* _Given information_:
Segment Open

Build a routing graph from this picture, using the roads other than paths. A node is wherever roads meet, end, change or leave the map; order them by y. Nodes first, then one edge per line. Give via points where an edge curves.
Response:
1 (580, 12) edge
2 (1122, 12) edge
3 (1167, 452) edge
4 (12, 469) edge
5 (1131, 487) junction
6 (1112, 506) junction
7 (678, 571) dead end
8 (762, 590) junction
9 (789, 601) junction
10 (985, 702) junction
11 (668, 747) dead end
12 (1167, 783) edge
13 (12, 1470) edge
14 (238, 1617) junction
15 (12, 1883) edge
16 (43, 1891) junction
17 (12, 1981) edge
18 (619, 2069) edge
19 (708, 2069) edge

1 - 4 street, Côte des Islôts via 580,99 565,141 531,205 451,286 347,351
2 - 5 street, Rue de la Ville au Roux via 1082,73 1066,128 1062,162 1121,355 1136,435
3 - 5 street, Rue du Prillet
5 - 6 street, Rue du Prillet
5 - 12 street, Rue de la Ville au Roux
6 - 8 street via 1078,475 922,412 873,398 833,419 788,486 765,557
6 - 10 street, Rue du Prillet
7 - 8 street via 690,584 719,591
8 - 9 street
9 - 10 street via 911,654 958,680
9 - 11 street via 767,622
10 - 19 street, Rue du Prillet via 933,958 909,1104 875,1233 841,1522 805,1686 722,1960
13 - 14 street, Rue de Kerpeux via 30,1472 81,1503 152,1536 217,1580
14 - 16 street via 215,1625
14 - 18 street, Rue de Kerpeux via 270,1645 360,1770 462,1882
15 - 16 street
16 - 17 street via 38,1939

Segment Closed
Segment Open

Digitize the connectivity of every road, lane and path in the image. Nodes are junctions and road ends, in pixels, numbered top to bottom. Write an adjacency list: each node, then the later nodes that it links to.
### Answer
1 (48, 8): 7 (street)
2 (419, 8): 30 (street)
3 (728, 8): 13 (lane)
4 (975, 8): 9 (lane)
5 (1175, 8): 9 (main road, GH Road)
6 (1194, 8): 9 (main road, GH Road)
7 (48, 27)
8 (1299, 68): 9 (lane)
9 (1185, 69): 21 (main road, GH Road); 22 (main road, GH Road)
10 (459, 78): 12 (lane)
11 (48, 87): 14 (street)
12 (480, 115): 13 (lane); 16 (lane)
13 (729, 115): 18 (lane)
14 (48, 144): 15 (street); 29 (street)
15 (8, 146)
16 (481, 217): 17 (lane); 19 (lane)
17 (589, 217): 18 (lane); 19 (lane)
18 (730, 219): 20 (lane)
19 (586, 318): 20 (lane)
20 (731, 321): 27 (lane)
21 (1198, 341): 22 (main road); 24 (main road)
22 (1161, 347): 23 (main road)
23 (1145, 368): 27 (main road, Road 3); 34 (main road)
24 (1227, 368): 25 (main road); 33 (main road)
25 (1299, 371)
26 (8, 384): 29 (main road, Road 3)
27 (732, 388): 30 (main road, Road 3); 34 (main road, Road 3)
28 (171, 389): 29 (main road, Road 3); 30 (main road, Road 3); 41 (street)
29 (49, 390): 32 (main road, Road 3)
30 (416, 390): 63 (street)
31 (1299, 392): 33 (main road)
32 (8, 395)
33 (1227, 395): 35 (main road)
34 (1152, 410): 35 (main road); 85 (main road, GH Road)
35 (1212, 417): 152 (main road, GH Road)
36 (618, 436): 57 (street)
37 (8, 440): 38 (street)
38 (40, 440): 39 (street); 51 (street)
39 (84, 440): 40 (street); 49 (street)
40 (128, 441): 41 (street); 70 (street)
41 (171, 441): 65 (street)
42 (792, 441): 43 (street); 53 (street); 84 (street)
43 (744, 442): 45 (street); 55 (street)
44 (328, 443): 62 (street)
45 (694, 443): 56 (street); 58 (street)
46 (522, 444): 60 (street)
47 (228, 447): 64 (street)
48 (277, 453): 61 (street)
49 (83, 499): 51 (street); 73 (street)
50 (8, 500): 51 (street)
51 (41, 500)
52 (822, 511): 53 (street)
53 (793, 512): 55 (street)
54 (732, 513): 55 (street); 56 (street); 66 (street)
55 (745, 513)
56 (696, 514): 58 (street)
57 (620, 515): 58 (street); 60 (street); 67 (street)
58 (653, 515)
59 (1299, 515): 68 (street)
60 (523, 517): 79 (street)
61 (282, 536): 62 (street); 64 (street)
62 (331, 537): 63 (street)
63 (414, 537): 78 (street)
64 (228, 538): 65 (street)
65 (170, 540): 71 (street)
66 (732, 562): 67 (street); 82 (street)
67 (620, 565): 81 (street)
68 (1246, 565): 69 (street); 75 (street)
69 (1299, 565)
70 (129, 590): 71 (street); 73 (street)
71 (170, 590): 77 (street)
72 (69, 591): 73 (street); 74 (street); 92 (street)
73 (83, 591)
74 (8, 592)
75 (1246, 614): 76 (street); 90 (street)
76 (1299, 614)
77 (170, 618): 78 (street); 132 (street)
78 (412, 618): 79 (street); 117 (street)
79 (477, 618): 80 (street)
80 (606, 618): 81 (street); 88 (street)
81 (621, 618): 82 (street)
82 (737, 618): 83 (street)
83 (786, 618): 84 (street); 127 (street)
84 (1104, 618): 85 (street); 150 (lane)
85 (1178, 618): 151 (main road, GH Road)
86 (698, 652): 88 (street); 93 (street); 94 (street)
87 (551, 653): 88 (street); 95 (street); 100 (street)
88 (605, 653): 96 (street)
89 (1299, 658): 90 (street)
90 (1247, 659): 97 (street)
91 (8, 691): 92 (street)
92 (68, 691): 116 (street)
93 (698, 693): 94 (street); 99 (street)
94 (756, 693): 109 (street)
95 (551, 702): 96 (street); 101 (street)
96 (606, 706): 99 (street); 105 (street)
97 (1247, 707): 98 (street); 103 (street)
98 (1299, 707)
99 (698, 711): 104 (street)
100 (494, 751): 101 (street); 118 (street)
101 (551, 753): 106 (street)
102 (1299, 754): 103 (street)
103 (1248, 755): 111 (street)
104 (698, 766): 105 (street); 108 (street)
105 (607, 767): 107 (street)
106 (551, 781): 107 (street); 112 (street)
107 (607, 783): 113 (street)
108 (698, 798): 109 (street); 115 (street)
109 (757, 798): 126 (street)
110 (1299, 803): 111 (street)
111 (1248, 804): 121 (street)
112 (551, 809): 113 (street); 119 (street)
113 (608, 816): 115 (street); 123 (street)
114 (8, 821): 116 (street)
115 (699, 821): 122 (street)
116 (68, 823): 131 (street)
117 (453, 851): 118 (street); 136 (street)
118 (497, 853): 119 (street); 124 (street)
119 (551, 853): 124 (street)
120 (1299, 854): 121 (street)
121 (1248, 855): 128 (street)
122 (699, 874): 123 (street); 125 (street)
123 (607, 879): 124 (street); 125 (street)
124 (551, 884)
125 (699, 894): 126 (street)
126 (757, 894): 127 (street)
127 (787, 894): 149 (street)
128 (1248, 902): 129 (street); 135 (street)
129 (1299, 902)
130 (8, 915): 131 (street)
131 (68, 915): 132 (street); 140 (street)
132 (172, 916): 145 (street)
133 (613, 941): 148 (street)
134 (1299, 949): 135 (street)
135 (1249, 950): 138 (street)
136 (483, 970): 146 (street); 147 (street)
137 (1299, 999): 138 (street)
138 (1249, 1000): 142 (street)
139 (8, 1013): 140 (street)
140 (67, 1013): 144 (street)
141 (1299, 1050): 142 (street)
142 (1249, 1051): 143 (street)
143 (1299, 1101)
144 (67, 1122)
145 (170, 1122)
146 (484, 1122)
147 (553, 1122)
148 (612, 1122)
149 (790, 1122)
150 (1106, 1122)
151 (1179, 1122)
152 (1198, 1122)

Segment Closed
Segment Open

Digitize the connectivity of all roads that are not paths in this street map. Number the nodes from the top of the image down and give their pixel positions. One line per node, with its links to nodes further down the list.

Segment Closed

* _Problem details_:
Looking at the data above, give the number of lines that include "node"; add nothing else.

* _Output below_:
3